___ Records to process ___
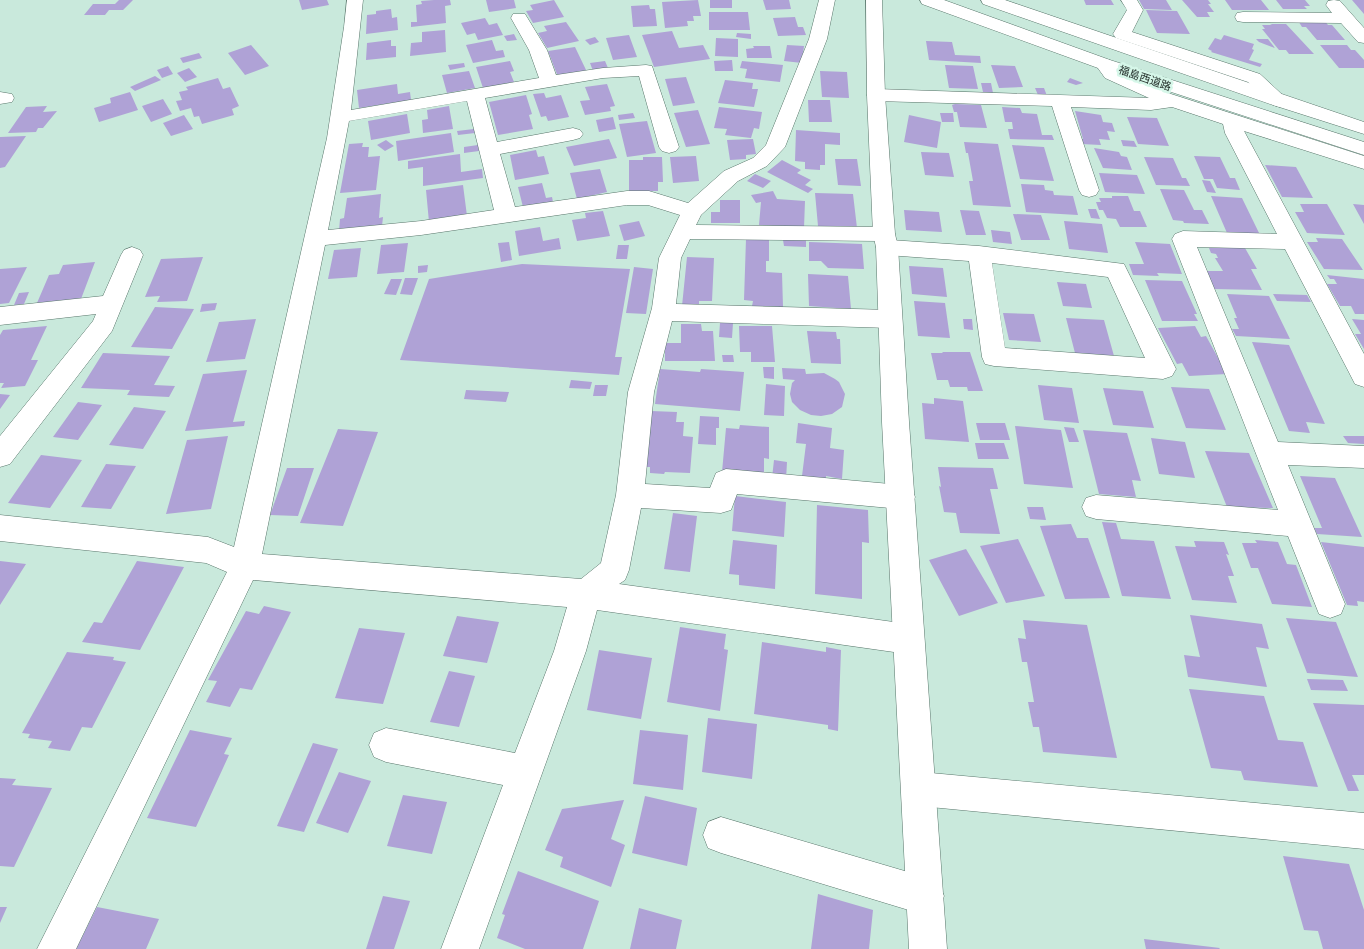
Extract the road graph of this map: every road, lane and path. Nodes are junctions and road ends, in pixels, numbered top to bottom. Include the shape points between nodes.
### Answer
1 (356, 0) edge
2 (827, 0) edge
3 (874, 0) edge
4 (928, 0) edge
5 (989, 0) edge
6 (1129, 0) edge
7 (1330, 0) edge
8 (1242, 17) dead end
9 (519, 18) dead end
10 (1346, 18) junction
11 (1364, 38) edge
12 (1104, 64) junction
13 (549, 82) junction
14 (475, 95) junction
15 (876, 95) junction
16 (1173, 101) junction
17 (1280, 101) junction
18 (1060, 102) junction
19 (340, 117) junction
20 (1232, 120) junction
21 (1364, 128) edge
22 (573, 134) dead end
23 (669, 147) dead end
24 (1364, 148) edge
25 (489, 150) junction
26 (1364, 163) edge
27 (1089, 190) dead end
28 (506, 215) junction
29 (686, 221) junction
30 (315, 239) junction
31 (886, 240) junction
32 (1291, 242) junction
33 (979, 254) junction
34 (132, 255) dead end
35 (112, 304) junction
36 (663, 312) junction
37 (0, 316) edge
38 (890, 319) junction
39 (1363, 372) edge
40 (1271, 453) junction
41 (0, 456) edge
42 (1364, 457) edge
43 (630, 495) junction
44 (901, 498) junction
45 (1096, 508) dead end
46 (1299, 524) junction
47 (0, 528) edge
48 (245, 566) junction
49 (586, 594) junction
50 (1330, 604) dead end
51 (908, 638) junction
52 (386, 745) dead end
53 (526, 772) junction
54 (920, 789) junction
55 (1364, 831) edge
56 (721, 835) dead end
57 (925, 896) junction
58 (56, 949) edge
59 (460, 949) edge
60 (928, 949) edge

1 - 19 main road
2 - 29 main road via 818,39 775,147 760,162 731,176
3 - 15 main road
4 - 12 main road, 福島西道路
5 - 17 main road, 福島西道路
6 - 17 main road via 1135,10 1122,34 1254,78
7 - 10 main road
8 - 10 main road
9 - 13 main road via 538,50
10 - 11 main road
12 - 16 main road via 1111,74
12 - 24 main road, 福島西道路
13 - 14 main road
13 - 23 main road via 646,70
14 - 19 main road
14 - 25 main road
15 - 18 main road
15 - 31 main road
16 - 18 main road via 1151,104
16 - 20 main road
17 - 21 main road, 福島西道路
18 - 27 main road
19 - 30 main road
20 - 26 main road
20 - 32 main road via 1235,134
22 - 25 main road
25 - 28 main road
28 - 29 main road via 627,198 649,198
28 - 30 main road
29 - 31 main road
29 - 36 main road via 670,258
30 - 48 main road
31 - 33 main road
31 - 38 main road
32 - 39 main road
32 - 40 main road via 1183,239
33 - 33 main road via 1116,270 1163,369 994,357
34 - 35 main road
35 - 37 main road
35 - 41 main road via 103,325
36 - 38 main road
36 - 43 main road via 642,392
38 - 44 main road
40 - 42 main road
40 - 46 main road
43 - 44 main road via 721,502 726,481
43 - 49 main road via 614,570
44 - 51 main road
45 - 46 main road
46 - 50 main road
47 - 48 main road via 208,550
48 - 49 main road
48 - 58 main road
49 - 51 main road
49 - 53 main road via 570,651
51 - 54 main road
52 - 53 main road
53 - 59 main road
54 - 55 main road
54 - 57 main road
56 - 57 main road
57 - 60 main road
___
*What is being asked:* I would like the data above transcribed exactly, with its pictures left out.

*Problem solution:*
Extract the road graph of this map: every road, lane and path. Nodes are junctions and road ends, in pixels, numbered top to bottom. Include the shape points between nodes.
### Answer
1 (356, 0) edge
2 (827, 0) edge
3 (874, 0) edge
4 (928, 0) edge
5 (989, 0) edge
6 (1129, 0) edge
7 (1330, 0) edge
8 (1242, 17) dead end
9 (519, 18) dead end
10 (1346, 18) junction
11 (1364, 38) edge
12 (1104, 64) junction
13 (549, 82) junction
14 (475, 95) junction
15 (876, 95) junction
16 (1173, 101) junction
17 (1280, 101) junction
18 (1060, 102) junction
19 (340, 117) junction
20 (1232, 120) junction
21 (1364, 128) edge
22 (573, 134) dead end
23 (669, 147) dead end
24 (1364, 148) edge
25 (489, 150) junction
26 (1364, 163) edge
27 (1089, 190) dead end
28 (506, 215) junction
29 (686, 221) junction
30 (315, 239) junction
31 (886, 240) junction
32 (1291, 242) junction
33 (979, 254) junction
34 (132, 255) dead end
35 (112, 304) junction
36 (663, 312) junction
37 (0, 316) edge
38 (890, 319) junction
39 (1363, 372) edge
40 (1271, 453) junction
41 (0, 456) edge
42 (1364, 457) edge
43 (630, 495) junction
44 (901, 498) junction
45 (1096, 508) dead end
46 (1299, 524) junction
47 (0, 528) edge
48 (245, 566) junction
49 (586, 594) junction
50 (1330, 604) dead end
51 (908, 638) junction
52 (386, 745) dead end
53 (526, 772) junction
54 (920, 789) junction
55 (1364, 831) edge
56 (721, 835) dead end
57 (925, 896) junction
58 (56, 949) edge
59 (460, 949) edge
60 (928, 949) edge

1 - 19 main road
2 - 29 main road via 818,39 775,147 760,162 731,176
3 - 15 main road
4 - 12 main road, 福島西道路
5 - 17 main road, 福島西道路
6 - 17 main road via 1135,10 1122,34 1254,78
7 - 10 main road
8 - 10 main road
9 - 13 main road via 538,50
10 - 11 main road
12 - 16 main road via 1111,74
12 - 24 main road, 福島西道路
13 - 14 main road
13 - 23 main road via 646,70
14 - 19 main road
14 - 25 main road
15 - 18 main road
15 - 31 main road
16 - 18 main road via 1151,104
16 - 20 main road
17 - 21 main road, 福島西道路
18 - 27 main road
19 - 30 main road
20 - 26 main road
20 - 32 main road via 1235,134
22 - 25 main road
25 - 28 main road
28 - 29 main road via 627,198 649,198
28 - 30 main road
29 - 31 main road
29 - 36 main road via 670,258
30 - 48 main road
31 - 33 main road
31 - 38 main road
32 - 39 main road
32 - 40 main road via 1183,239
33 - 33 main road via 1116,270 1163,369 994,357
34 - 35 main road
35 - 37 main road
35 - 41 main road via 103,325
36 - 38 main road
36 - 43 main road via 642,392
38 - 44 main road
40 - 42 main road
40 - 46 main road
43 - 44 main road via 721,502 726,481
43 - 49 main road via 614,570
44 - 51 main road
45 - 46 main road
46 - 50 main road
47 - 48 main road via 208,550
48 - 49 main road
48 - 58 main road
49 - 51 main road
49 - 53 main road via 570,651
51 - 54 main road
52 - 53 main road
53 - 59 main road
54 - 55 main road
54 - 57 main road
56 - 57 main road
57 - 60 main road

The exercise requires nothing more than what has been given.